Sharding is a common database management function to split up large data sets. Usability of databases deteriorates with more users and data. Databases are sharded to improve performance. The data is split up into small chunks, called “shards,” that are distributed across several machines in parallel.
Ethereum is an overloaded database. Its growing data demand requires more computing power. The Ethereum ledger requires 11 terabytes of storage space, which is 11x what the average computer can hold. The more computing infrastructure is required to run the network, the more centralized it becomes. Sharding solves network congestion and looming centralization. Ethereum’s sharding implementation has two phases:
Proto-danksharding
Danksharding
Proto-danksharding
Proto-danksharding, part of EIP-4844, introduces a new data type. It’s an intermediary step before danksharding. It does not implement data sharding. All validators still need to validate the availability of all the data. Proto-danksharding should be implemented in 1-2 years.
Rollups today use Layer 1 “calldata.” Calldata is where the data parameters of a transaction (or call) are stored. It persists on-chain forever. Rollups don’t need the data to be available indefinitely. They only need data available long enough for those interested in it to be able to download it.
Proto-danksharding introduces Binary Large Objects commonly referred to as “blobs.” A blob is a collection of data stored as a single entity. It is like a compressed zip file. Proto-danksharding replaces calldata with blob-data. Blobs are large (~125 kilobytes). They are cheaper to store than similar amounts of calldata.

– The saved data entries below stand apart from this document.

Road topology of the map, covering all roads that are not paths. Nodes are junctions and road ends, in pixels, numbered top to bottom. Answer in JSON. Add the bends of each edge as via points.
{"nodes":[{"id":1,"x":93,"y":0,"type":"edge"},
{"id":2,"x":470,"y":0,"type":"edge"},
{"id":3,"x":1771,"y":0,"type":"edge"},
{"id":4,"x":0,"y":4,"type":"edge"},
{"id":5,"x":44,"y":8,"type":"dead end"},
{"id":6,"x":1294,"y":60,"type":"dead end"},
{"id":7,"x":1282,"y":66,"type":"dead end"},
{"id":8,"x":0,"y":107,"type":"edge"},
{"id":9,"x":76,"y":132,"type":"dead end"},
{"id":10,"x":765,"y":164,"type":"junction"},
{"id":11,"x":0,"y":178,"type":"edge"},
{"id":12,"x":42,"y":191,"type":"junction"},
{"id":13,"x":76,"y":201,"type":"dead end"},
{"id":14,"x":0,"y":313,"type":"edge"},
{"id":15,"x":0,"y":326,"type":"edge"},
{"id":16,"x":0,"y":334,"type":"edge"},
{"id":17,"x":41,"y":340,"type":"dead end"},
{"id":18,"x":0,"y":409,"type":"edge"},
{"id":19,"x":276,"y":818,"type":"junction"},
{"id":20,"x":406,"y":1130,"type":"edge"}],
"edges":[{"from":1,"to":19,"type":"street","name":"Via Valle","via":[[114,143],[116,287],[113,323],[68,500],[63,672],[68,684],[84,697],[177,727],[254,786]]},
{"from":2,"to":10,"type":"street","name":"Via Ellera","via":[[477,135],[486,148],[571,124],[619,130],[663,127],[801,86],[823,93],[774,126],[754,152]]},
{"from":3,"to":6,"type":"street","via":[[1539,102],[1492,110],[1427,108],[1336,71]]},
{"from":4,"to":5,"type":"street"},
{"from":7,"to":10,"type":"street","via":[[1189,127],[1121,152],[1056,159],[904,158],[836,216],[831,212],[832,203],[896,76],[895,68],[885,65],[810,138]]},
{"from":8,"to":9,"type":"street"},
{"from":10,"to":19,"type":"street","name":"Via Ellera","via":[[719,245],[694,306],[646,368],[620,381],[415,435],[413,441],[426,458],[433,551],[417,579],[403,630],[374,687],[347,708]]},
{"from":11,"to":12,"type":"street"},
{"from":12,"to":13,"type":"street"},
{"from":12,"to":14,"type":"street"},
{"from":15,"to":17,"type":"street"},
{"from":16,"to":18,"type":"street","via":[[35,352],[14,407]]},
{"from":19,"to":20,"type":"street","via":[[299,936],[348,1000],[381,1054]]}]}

The average Ethereum block size is 90 kilobytes. Proto-danksharding increases block-size to 2 megabytes (blobs have 4,096 fields x 32 bytes each x 16 blobs per block). It’s a 22x increase in block size. Transaction throughput increases since more transactions, stored as data-blobs, can fit in each block.
The largest cost for rollups is posting their data to Layer 1. Although proto-danksharding does not impact Ethereum gas fees, it does lower transaction costs for Layer 2 users. More data can fit on one block lowering the cost per rolled-up transaction. Proto-danksharding should make rollup fees 10x cheaper. Transactions leveraging rollups and proto-danksharding could cost a fraction of a penny.
Proto-danksharding also introduces data purging. Data blobs will be purged from nodes after 30-60 days. This is a significant change for Ethereum. All nodes will no longer have a full history tracing back to genesis. The integrity of Ethereum’s historical data will be reliant on different entities. Various parties will store different parts of historical data. Rollups will likely store their own data. Protocols like The Graph store historical records. Ethereum’s Layer 1 logs what happens to all data. If incorrect historical data was retrieved, it would not match Ethereum’s log.
Pruning data-blobs reduces storage requirements for nodes. It makes it easier to be a node, which limits centralization.
Danksharding
Danksharding amplifies proto-danksharding’s scaling benefits. With danksharding validators sample data instead of downloading it. Data Availability Sampling is implemented to sample data. Larger blocks can be built when the data within them does not need to be downloaded. Proposer Builder Separation is implemented to build large blocks efficiently.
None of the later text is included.